Voici un livre, à la fois confession et témoignage, qui
laisse sur le carreau, un véritable puits de tristesse, celle d'un petit
garçon de 4 ans dont la vie semble s'être arrêtée net une nuit de
septembre 1952.
Dans les
années 50, la vie de la famille Goolrick semble être une fête sans fin,
entre diners mondains et cocktails, des parents admirés et adorés de
leurs amis. Au fil des pages on découvre que cette image idéale cache
amertume, dépression, alcoolisme. La lecture donne parfois un sentiment
de confusion comme si l'auteur s'empressait de raconter tout, très vite,
avant de tout oublier ou de changer d'avis, entremêlant divers épisodes
douloureux advenus à différentes époques, que ce soit la rupture
d'anévrisme de son frère, son séjour à l'asile psychiatrique ou la
description détaillée - et insoutenable - de ses automutilations. Les
souvenirs arrivent dans le désordre, comme le dit lui-même Goolrick.
L'explication de tant de douleur n'arrivera que vers les 3/4 du livre,
et le récit impensable de la nuit destructrice, scène absolument
abominable décrite en termes brutaux dont on sort totalement secoué.
C'est une écriture très forte, des chapitres
remplis de questions sans réponses, surtout celle-là : comment ont-"ils"
fait pour continuer à vivre comme si de rien ne s'était passé ? celui
qui a fait, celle qui l'a vu faire, celle qui a su ce qu'il avait fait.
Pourquoi ont-"ils" ensuite fait preuve envers lui de tant de rage, de
cruauté, de sadisme, allant jusqu'à culpabiliser un jeune garçon qui
sera dès lors toute sa vie en quête perpétuelle de l'amour et de la
reconnaissance qu'il n'a jamais eues.
Le
dernier chapitre est renversant, bouleversant, message adressé à tous
les potentiels bourreaux d'enfants, s'il pouvait n'en sauver qu'un,
alors, dit l'auteur, le livre aura servi à quelque chose.
"On a tendance à
vouloir aimer sa famille.
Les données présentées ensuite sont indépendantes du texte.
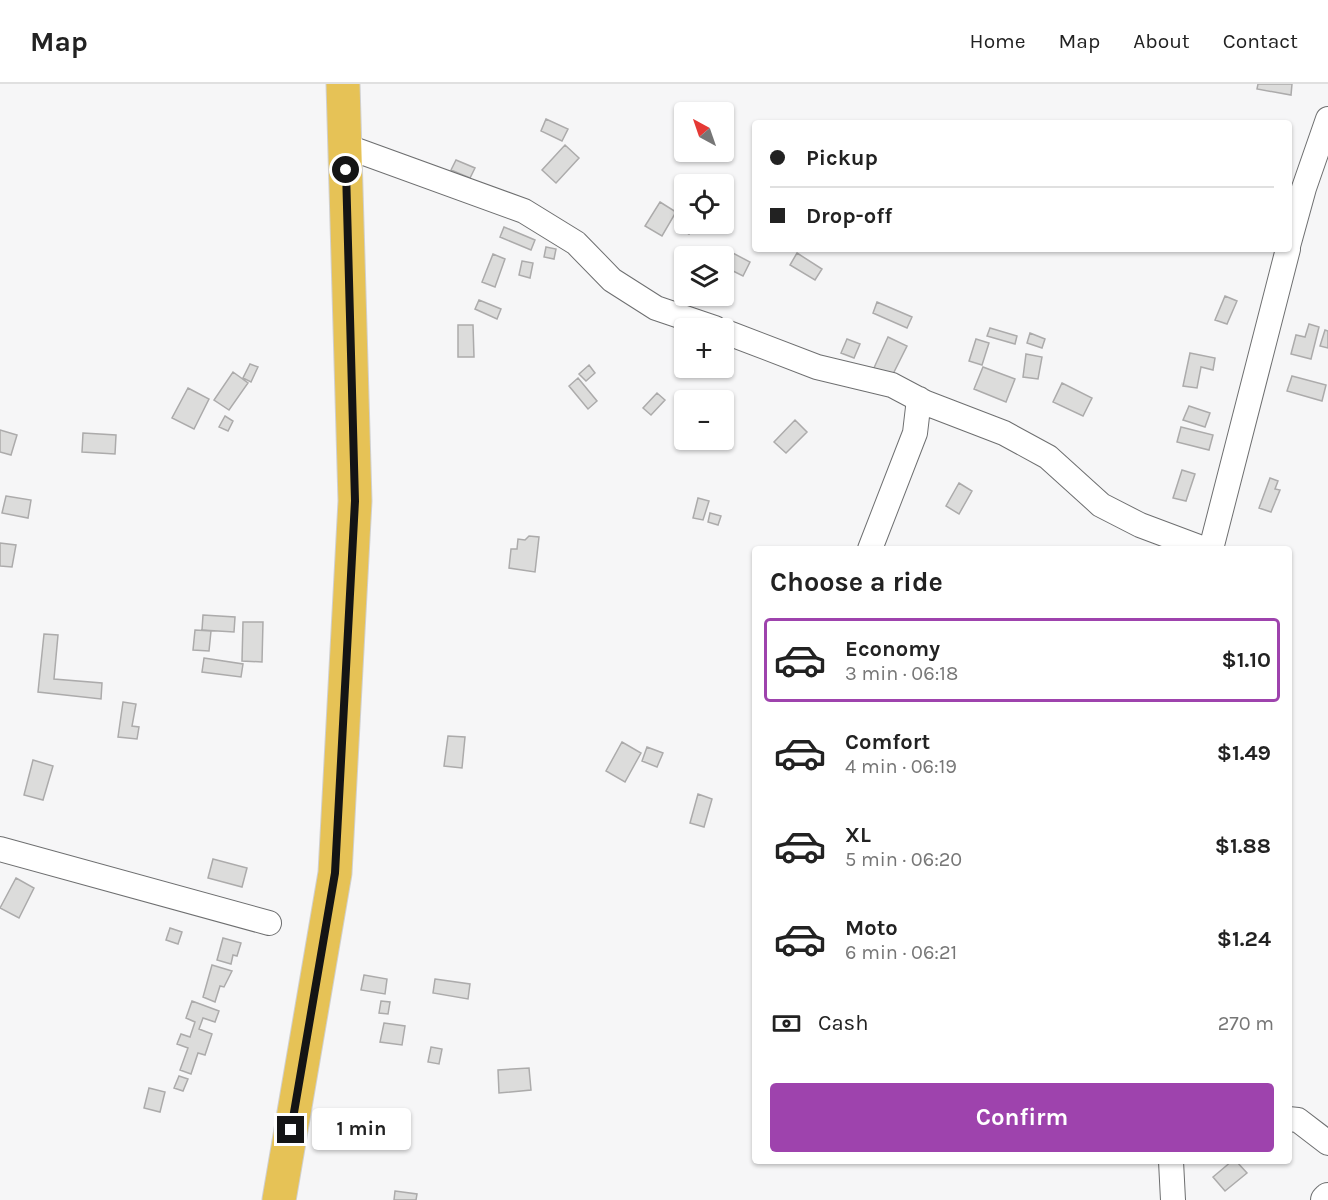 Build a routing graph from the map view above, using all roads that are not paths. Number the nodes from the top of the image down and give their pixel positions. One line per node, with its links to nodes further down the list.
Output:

En fait, on a même tendance à le faire.Même si
l'on choisit de couper les liens avec tout ce qui avait été pour nous
"chez nous", pour redéfinir l'espace dans lequel on vit, les émotions
qui nous paraissent le plus naturelles, notre manière d'aimer, on reste
hanté par un sentiment persistant de deuil et d'admiration à l'égard des
êtres que l'on a connus en premier et le mieux. Même si on ne leur
adresse plus jamais la parole, ils demeurent nos premiers et nos plus
purs amours. Il y a, pour chacun de nous, une époque où ils signifiaient
tout.
Parfois, cette époque
dure toute notre vie. Elle est aussi éternelle que notre souffle. Elle
ne s'altère ni ne meurt.
Parfois,
elle prend fin à un âge très précoce. On n'y peut rien. Il arrive des
choses."
{Féroces, Robert Goolrick, Editions Anne Carrière}
C'est peut-être bien LE livre qui m'a le plus marquée jusqu'à aujourd'hui dans mes lectures pour le Grand Prix Elle... Mais il me reste encore deux sélections à recevoir !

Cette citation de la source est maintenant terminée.